Adsorptive removal of selected pharmaceuticals by mesoporous silica SBA-15

• Published in: Journal of hazardous materials Vol. 168; no. 2; pp. 602 - 608
• Main Authors: Bui, Tung Xuan, Choi, Heechul
• Format: Journal Article
• Language: English
• Published: Kidlington Elsevier B.V 15.09.2009; Elsevier
• Subjects: Adsorption; Applied sciences; Chemical engineering; Continental surface waters; Exact sciences and technology; General purification processes; Hydrogen-Ion Concentration; Kinetics; Mesoporous silica SBA-15; Natural water pollution; Pharmaceutical Preparations - isolation & purification; Pharmaceuticals; Pollution; Removal; Silicon Dioxide - chemistry; Surface water; Wastewaters; Water treatment and pollution; X-Ray Diffraction; Removal; Mesoporous silica SBA-15; Adsorption; Surface water; Pharmaceuticals; Drug; Second order; Adsorption isotherm; Desorption; X ray diffraction; Modeling; Waste water; Design; Sorption; Transmission electron microscopy; Batchwise; pH; Kinetics; Hydrophilic compound; Organic compounds
• ISSN: 0304-3894; 1873-3336
• DOI: 10.1016/j.jhazmat.2009.02.072

The removal of five selected pharmaceuticals, viz., carbamazepine, clofibric acid, diclofenac, ibuprofen, and ketoprofen was examined by batch sorption experiments onto a synthesized mesoporous silica SBA-15. SBA-15 was synthesized and characterized by X-ray diffraction (XRD), transmission electron microscopy (TEM), N 2 adsorption–desorption measurement, and point of zero charge (PZC) measurement.
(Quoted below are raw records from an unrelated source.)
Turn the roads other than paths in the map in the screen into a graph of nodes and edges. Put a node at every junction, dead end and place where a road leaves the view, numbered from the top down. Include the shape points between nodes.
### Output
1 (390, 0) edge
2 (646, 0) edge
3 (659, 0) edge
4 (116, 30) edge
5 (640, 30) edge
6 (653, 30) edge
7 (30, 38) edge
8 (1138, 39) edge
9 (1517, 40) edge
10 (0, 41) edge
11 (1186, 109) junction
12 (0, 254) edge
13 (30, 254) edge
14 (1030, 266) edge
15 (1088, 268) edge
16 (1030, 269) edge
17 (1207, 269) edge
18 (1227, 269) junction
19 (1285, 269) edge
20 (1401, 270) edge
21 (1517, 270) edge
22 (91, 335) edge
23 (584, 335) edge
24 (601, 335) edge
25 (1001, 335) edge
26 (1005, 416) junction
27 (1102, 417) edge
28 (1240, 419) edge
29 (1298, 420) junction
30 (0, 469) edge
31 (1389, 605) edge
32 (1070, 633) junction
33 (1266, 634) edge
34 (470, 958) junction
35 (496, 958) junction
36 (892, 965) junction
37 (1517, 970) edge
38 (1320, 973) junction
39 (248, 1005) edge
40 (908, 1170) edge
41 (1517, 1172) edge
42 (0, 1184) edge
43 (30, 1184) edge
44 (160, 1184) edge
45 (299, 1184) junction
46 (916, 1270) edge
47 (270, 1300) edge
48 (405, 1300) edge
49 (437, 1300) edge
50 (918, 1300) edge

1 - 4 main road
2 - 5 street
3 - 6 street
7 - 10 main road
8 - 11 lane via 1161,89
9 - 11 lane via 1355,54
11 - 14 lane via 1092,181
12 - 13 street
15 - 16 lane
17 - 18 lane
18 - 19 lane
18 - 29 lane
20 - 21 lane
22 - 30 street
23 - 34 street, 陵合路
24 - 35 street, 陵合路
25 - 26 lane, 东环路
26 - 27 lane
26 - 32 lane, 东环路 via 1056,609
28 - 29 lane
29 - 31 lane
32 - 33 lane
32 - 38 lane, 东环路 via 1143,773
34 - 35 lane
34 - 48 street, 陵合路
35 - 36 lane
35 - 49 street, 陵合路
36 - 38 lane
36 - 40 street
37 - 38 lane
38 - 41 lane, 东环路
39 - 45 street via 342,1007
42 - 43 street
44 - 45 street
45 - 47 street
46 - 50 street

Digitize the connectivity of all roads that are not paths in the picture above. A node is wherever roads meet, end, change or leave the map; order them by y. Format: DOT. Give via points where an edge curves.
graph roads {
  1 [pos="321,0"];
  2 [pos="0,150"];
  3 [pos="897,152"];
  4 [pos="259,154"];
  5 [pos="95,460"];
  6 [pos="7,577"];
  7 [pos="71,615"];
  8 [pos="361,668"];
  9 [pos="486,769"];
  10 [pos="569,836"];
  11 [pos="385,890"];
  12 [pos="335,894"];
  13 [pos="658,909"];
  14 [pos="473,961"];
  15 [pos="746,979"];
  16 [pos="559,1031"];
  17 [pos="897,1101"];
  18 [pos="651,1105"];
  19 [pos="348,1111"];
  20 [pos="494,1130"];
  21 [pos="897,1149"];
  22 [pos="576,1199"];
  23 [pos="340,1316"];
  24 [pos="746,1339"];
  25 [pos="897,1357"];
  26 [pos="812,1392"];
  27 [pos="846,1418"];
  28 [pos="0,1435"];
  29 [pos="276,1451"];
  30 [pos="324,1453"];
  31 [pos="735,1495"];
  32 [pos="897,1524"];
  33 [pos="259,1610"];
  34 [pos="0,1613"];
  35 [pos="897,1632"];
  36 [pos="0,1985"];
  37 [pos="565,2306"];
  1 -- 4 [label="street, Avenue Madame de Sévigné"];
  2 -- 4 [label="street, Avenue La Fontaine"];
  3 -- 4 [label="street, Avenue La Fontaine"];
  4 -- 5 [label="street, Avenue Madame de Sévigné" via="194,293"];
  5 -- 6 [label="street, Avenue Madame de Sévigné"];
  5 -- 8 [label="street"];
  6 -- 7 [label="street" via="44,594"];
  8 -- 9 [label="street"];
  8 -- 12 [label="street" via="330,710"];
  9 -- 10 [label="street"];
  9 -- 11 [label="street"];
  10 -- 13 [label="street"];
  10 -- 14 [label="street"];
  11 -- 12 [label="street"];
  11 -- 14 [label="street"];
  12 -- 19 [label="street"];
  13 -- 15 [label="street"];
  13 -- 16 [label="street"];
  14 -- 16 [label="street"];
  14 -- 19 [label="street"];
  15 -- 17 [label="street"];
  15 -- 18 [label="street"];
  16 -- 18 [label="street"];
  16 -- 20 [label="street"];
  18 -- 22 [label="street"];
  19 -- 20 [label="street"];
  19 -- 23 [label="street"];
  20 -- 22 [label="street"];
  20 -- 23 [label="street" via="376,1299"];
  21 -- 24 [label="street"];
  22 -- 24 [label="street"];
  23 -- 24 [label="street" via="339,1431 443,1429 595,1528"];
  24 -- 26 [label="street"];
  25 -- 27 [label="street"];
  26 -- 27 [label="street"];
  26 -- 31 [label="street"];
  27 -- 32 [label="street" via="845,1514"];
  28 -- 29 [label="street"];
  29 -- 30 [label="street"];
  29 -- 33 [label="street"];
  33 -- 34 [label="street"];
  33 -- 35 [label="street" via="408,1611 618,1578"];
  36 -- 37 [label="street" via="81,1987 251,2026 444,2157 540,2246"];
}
Pharmaceutical adsorption kinetics was rapid and occurred on a scale of minutes, following a pseudo-second-order rate expression. Adsorption isotherms were best fitted by the Freundlich isotherm model. High removal rates of individual pharmaceuticals were achieved in acidic media (pH 3–5) and reached 85.2% for carbamazepine, 88.3% for diclofenac, 93.0% for ibuprofen, 94.3% for ketoprofen, and 49.0% for clofibric acid at pH 3 but decreased with increase in pH. SBA-15 also showed high efficiency for removal of a mixture of 5 pharmaceuticals. Except for clofibric acid (35.6%), the removal of pharmaceuticals in the mixture ranged from 75.2 to 89.3%. Based on adsorption and desorption results, the mechanism of the selected pharmaceuticals was found to be a hydrophilic interaction, providing valuable information for further studies to design materials for the purpose. The results of this study suggest that mesoporous-silica-based materials are promising adsorbents for removing pharmaceuticals from not only surface water but also wastewater of pharmaceutical industrial manufactures.